Segment Start: Provided data
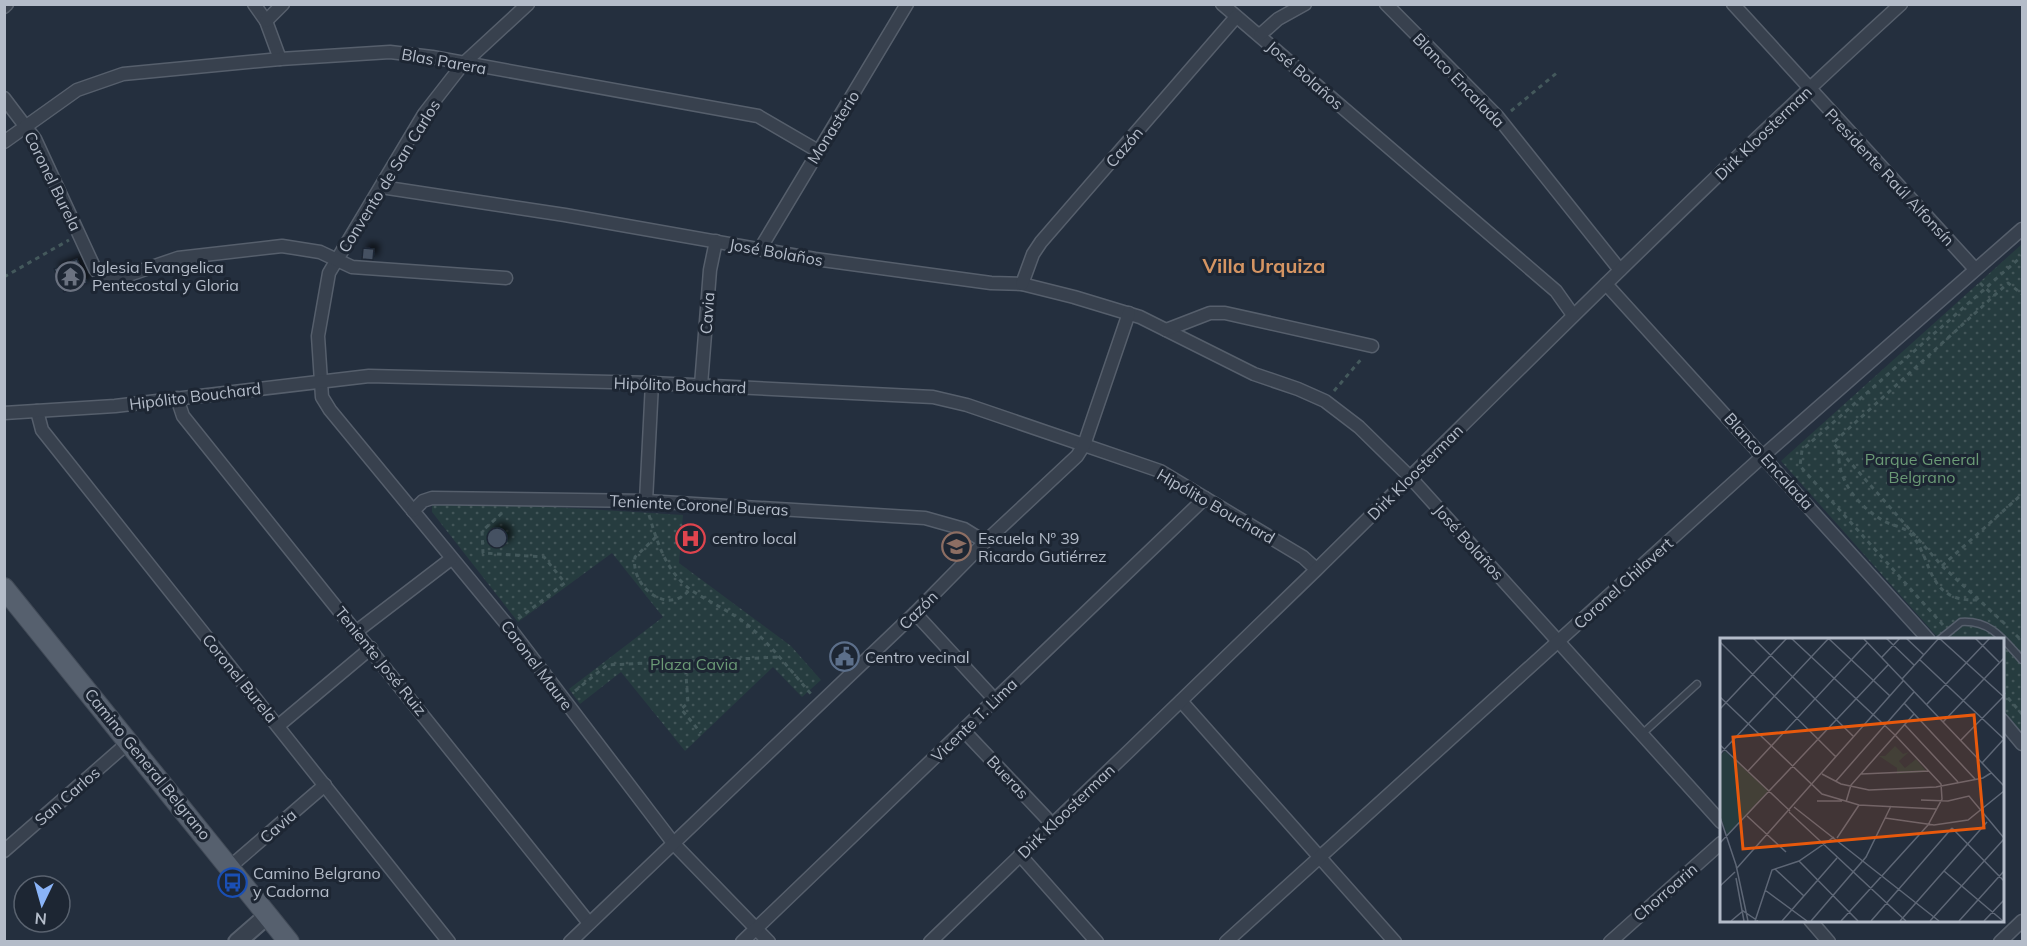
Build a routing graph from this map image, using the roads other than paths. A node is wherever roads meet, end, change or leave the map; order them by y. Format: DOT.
graph roads {
  1 [pos="254,4"];
  2 [pos="283,4"];
  3 [pos="528,4"];
  4 [pos="907,4"];
  5 [pos="1222,4"];
  6 [pos="1305,4"];
  7 [pos="1386,4"];
  8 [pos="1733,4"];
  9 [pos="1901,4"];
  10 [pos="1236,17"];
  11 [pos="266,21"];
  12 [pos="1260,35"];
  13 [pos="280,59"];
  14 [pos="463,64"];
  15 [pos="1809,88"];
  16 [pos="4,98"];
  17 [pos="26,126"];
  18 [pos="4,142"];
  19 [pos="818,151"];
  20 [pos="381,187"];
  21 [pos="2022,229"];
  22 [pos="716,242"];
  23 [pos="760,249"];
  24 [pos="337,261"];
  25 [pos="1620,270"];
  26 [pos="1972,272"];
  27 [pos="506,278"];
  28 [pos="1022,284"];
  29 [pos="1606,284"];
  30 [pos="1129,314"];
  31 [pos="1573,315"];
  32 [pos="1166,330"];
  33 [pos="1372,346"];
  34 [pos="321,380"];
  35 [pos="652,383"];
  36 [pos="701,385"];
  37 [pos="177,398"];
  38 [pos="37,411"];
  39 [pos="4,413"];
  40 [pos="1084,445"];
  41 [pos="1764,455"];
  42 [pos="1410,477"];
  43 [pos="1205,498"];
  44 [pos="646,501"];
  45 [pos="413,511"];
  46 [pos="985,542"];
  47 [pos="451,558"];
  48 [pos="1316,569"];
  49 [pos="4,588"];
  50 [pos="915,614"];
  51 [pos="357,631"];
  52 [pos="1927,638"];
  53 [pos="1941,638"];
  54 [pos="2001,638"];
  55 [pos="2003,640"];
  56 [pos="1558,642"];
  57 [pos="371,648"];
  58 [pos="2022,660"];
  59 [pos="1697,684"];
  60 [pos="995,699"];
  61 [pos="1181,701"];
  62 [pos="2003,722"];
  63 [pos="279,726"];
  64 [pos="964,731"];
  65 [pos="1642,735"];
  66 [pos="130,741"];
  67 [pos="2022,744"];
  68 [pos="325,786"];
  69 [pos="1720,821"];
  70 [pos="1052,824"];
  71 [pos="674,844"];
  72 [pos="1720,844"];
  73 [pos="4,851"];
  74 [pos="1020,855"];
  75 [pos="1320,858"];
  76 [pos="231,866"];
  77 [pos="268,915"];
  78 [pos="2022,921"];
  79 [pos="1811,922"];
  80 [pos="589,923"];
  81 [pos="755,928"];
  82 [pos="237,942"];
  83 [pos="289,942"];
  84 [pos="449,942"];
  85 [pos="570,942"];
  86 [pos="741,942"];
  87 [pos="769,942"];
  88 [pos="930,942"];
  89 [pos="1097,942"];
  90 [pos="1226,942"];
  91 [pos="1395,942"];
  92 [pos="1610,942"];
  93 [pos="1829,942"];
  94 [pos="2000,942"];
  1 -- 11 [label="street"];
  2 -- 11 [label="street"];
  3 -- 14 [label="street, Convento de San Carlos"];
  4 -- 19 [label="street, Monasterio"];
  5 -- 10 [label="street, José Bolaños"];
  6 -- 12 [label="street"];
  7 -- 25 [label="street, Blanco Encalada"];
  8 -- 15 [label="street, Presidente Raúl Alfonsín"];
  9 -- 15 [label="street, Dirk Kloosterman"];
  10 -- 12 [label="street, José Bolaños"];
  10 -- 28 [label="street, Cazón"];
  11 -- 13 [label="street"];
  12 -- 31 [label="street, José Bolaños"];
  13 -- 14 [label="street, Blas Parera"];
  13 -- 17 [label="street, Blas Parera"];
  14 -- 19 [label="street, Blas Parera"];
  14 -- 20 [label="street, Convento de San Carlos"];
  15 -- 25 [label="street, Dirk Kloosterman"];
  15 -- 26 [label="street, Presidente Raúl Alfonsín"];
  16 -- 17 [label="street, Coronel Burela"];
  17 -- 18 [label="street, Blas Parera"];
  17 -- 24 [label="street, Coronel Burela"];
  19 -- 23 [label="street, Monasterio"];
  20 -- 22 [label="street, José Bolaños"];
  20 -- 24 [label="street, Convento de San Carlos"];
  21 -- 26 [label="street, Coronel Chilavert"];
  22 -- 23 [label="street, José Bolaños"];
  22 -- 36 [label="street, Cavia"];
  23 -- 28 [label="street, José Bolaños"];
  24 -- 27 [label="street"];
  24 -- 34 [label="street, Convento de San Carlos"];
  25 -- 29 [label="street, Dirk Kloosterman"];
  26 -- 41 [label="street, Coronel Chilavert"];
  28 -- 30 [label="street, José Bolaños"];
  29 -- 31 [label="street, Dirk Kloosterman"];
  29 -- 41 [label="street, Blanco Encalada"];
  30 -- 32 [label="street, José Bolaños"];
  30 -- 40 [label="street, Cazón"];
  31 -- 42 [label="street, Dirk Kloosterman"];
  32 -- 33 [label="street"];
  32 -- 42 [label="street, José Bolaños"];
  34 -- 35 [label="street, Hipólito Bouchard"];
  34 -- 37 [label="street, Hipólito Bouchard"];
  34 -- 45 [label="street, Coronel Maure"];
  35 -- 36 [label="street, Hipólito Bouchard"];
  35 -- 44 [label="street"];
  36 -- 40 [label="street, Hipólito Bouchard"];
  37 -- 38 [label="street, Hipólito Bouchard"];
  37 -- 51 [label="street, Teniente José Ruiz"];
  38 -- 39 [label="street, Hipólito Bouchard"];
  38 -- 63 [label="street, Coronel Burela"];
  40 -- 43 [label="street, Hipólito Bouchard"];
  40 -- 46 [label="street, Cazón"];
  41 -- 52 [label="street, Blanco Encalada"];
  41 -- 56 [label="street, Coronel Chilavert"];
  42 -- 48 [label="street, Dirk Kloosterman"];
  42 -- 56 [label="street, José Bolaños"];
  43 -- 48 [label="street, Hipólito Bouchard"];
  43 -- 60 [label="street, Vicente T. Lima"];
  44 -- 45 [label="street, Teniente Coronel Bueras"];
  44 -- 46 [label="street, Teniente Coronel Bueras"];
  45 -- 47 [label="street, Coronel Maure"];
  46 -- 50 [label="street, Cazón"];
  47 -- 51 [label="street"];
  47 -- 71 [label="street, Coronel Maure"];
  48 -- 61 [label="street, Dirk Kloosterman"];
  49 -- 66 [label="main road, Camino General Belgrano"];
  50 -- 60 [label="street"];
  50 -- 71 [label="street, Cazón"];
  51 -- 57 [label="street, Teniente José Ruiz"];
  53 -- 54 [label="lane"];
  55 -- 58 [label="lane"];
  56 -- 65 [label="street, José Bolaños"];
  56 -- 75 [label="street, Coronel Chilavert"];
  57 -- 63 [label="street"];
  57 -- 80 [label="street, Teniente José Ruiz"];
  59 -- 65 [label="lane"];
  60 -- 64 [label="street, Vicente T. Lima"];
  61 -- 70 [label="street, Dirk Kloosterman"];
  61 -- 75 [label="street"];
  62 -- 67 [label="street"];
  63 -- 68 [label="street, Coronel Burela"];
  64 -- 70 [label="street, Bueras"];
  64 -- 81 [label="street, Vicente T. Lima"];
  65 -- 69 [label="street, José Bolaños"];
  66 -- 73 [label="street, San Carlos"];
  66 -- 76 [label="main road, Camino General Belgrano"];
  68 -- 76 [label="street, Cavia"];
  68 -- 84 [label="street, Coronel Burela"];
  70 -- 74 [label="street, Dirk Kloosterman"];
  71 -- 80 [label="street, Cazón"];
  71 -- 81 [label="street, Coronel Maure"];
  72 -- 92 [label="street, Chorroarin"];
  74 -- 88 [label="street, Dirk Kloosterman"];
  74 -- 89 [label="street"];
  75 -- 90 [label="street, Coronel Chilavert"];
  75 -- 91 [label="street"];
  76 -- 77 [label="main road, Camino General Belgrano"];
  77 -- 82 [label="street"];
  77 -- 83 [label="main road, Camino General Belgrano"];
  78 -- 94 [label="street"];
  79 -- 93 [label="street"];
  80 -- 85 [label="street, Cazón"];
  81 -- 86 [label="street, Vicente T. Lima"];
  81 -- 87 [label="street, Coronel Maure"];
}
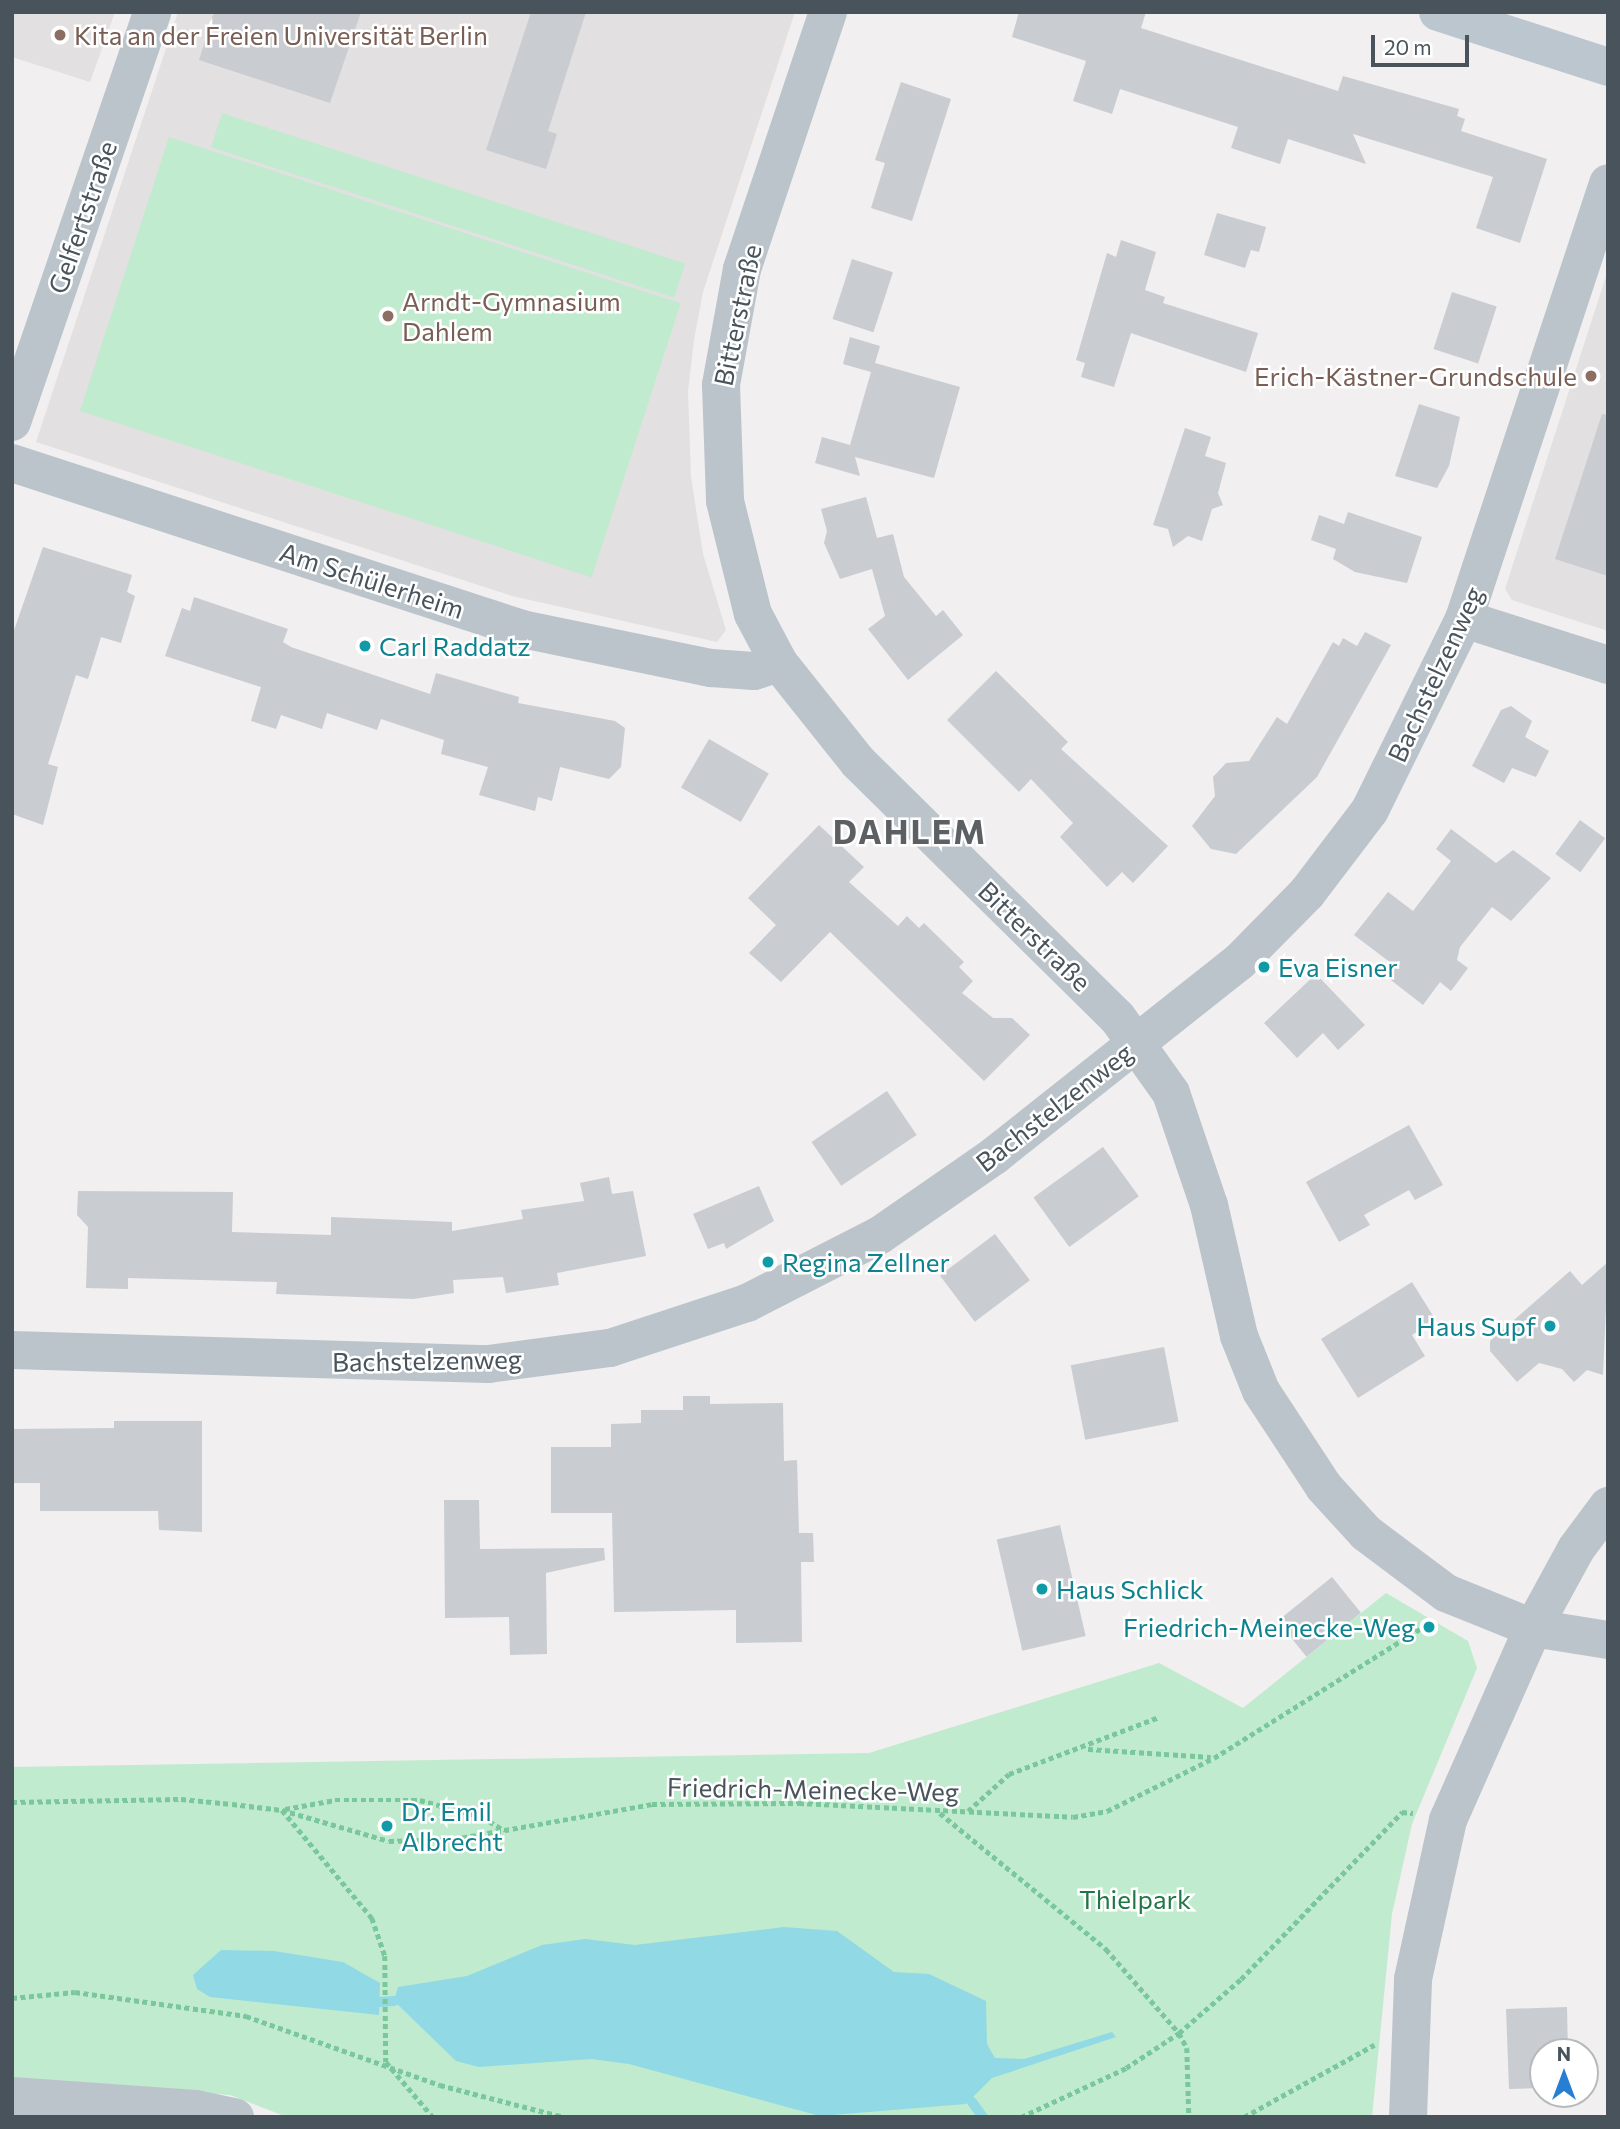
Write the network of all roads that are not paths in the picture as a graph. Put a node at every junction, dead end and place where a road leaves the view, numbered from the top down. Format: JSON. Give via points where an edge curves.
{"nodes":[{"id":1,"x":152,"y":12,"type":"edge"},
{"id":2,"x":828,"y":12,"type":"edge"},
{"id":3,"x":1438,"y":12,"type":"edge"},
{"id":4,"x":1608,"y":67,"type":"edge"},
{"id":5,"x":1608,"y":184,"type":"edge"},
{"id":6,"x":12,"y":422,"type":"edge"},
{"id":7,"x":12,"y":463,"type":"edge"},
{"id":8,"x":1464,"y":619,"type":"junction"},
{"id":9,"x":779,"y":663,"type":"junction"},
{"id":10,"x":1608,"y":665,"type":"edge"},
{"id":11,"x":1137,"y":1042,"type":"junction"},
{"id":12,"x":12,"y":1350,"type":"edge"},
{"id":13,"x":1608,"y":1506,"type":"edge"},
{"id":14,"x":1533,"y":1628,"type":"junction"},
{"id":15,"x":1608,"y":1640,"type":"edge"},
{"id":16,"x":12,"y":2096,"type":"edge"},
{"id":17,"x":235,"y":2117,"type":"edge"},
{"id":18,"x":1408,"y":2117,"type":"edge"}],
"edges":[{"from":1,"to":6,"type":"street","name":"Gelfertstraße"},
{"from":2,"to":9,"type":"street","name":"Bitterstraße","via":[[742,269],[721,385],[724,500],[753,614]]},
{"from":3,"to":4,"type":"main road"},
{"from":5,"to":8,"type":"street","name":"Bachstelzenweg"},
{"from":7,"to":9,"type":"street","name":"Am Schülerheim","via":[[522,629],[711,668],[754,671]]},
{"from":8,"to":10,"type":"street"},
{"from":8,"to":11,"type":"street","name":"Bachstelzenweg","via":[[1370,810],[1307,893],[1239,962]]},
{"from":9,"to":11,"type":"street","name":"Bitterstraße","via":[[858,762]]},
{"from":11,"to":12,"type":"street","name":"Bachstelzenweg","via":[[994,1156],[880,1235],[747,1303],[610,1348],[488,1364]]},
{"from":11,"to":14,"type":"street","name":"Bitterstraße","via":[[1171,1093],[1191,1146],[1239,1336],[1261,1391],[1289,1439],[1366,1533],[1418,1574],[1481,1612]]},
{"from":13,"to":14,"type":"street","via":[[1576,1549]]},
{"from":14,"to":15,"type":"street","name":"Bitterstraße"},
{"from":14,"to":18,"type":"street","via":[[1462,1780],[1434,1863],[1413,1979]]},
{"from":16,"to":17,"type":"street","via":[[195,2109]]}]}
Segment End: Provided data
[Task item]
Filter the entries down to the lines with the word "Hipólito" in them.

[Answer for this exercise]
  34 -- 35 [label="street, Hipólito Bouchard"];
  34 -- 37 [label="street, Hipólito Bouchard"];
  35 -- 36 [label="street, Hipólito Bouchard"];
  36 -- 40 [label="street, Hipólito Bouchard"];
  37 -- 38 [label="street, Hipólito Bouchard"];
  38 -- 39 [label="street, Hipólito Bouchard"];
  40 -- 43 [label="street, Hipólito Bouchard"];
  43 -- 48 [label="street, Hipólito Bouchard"];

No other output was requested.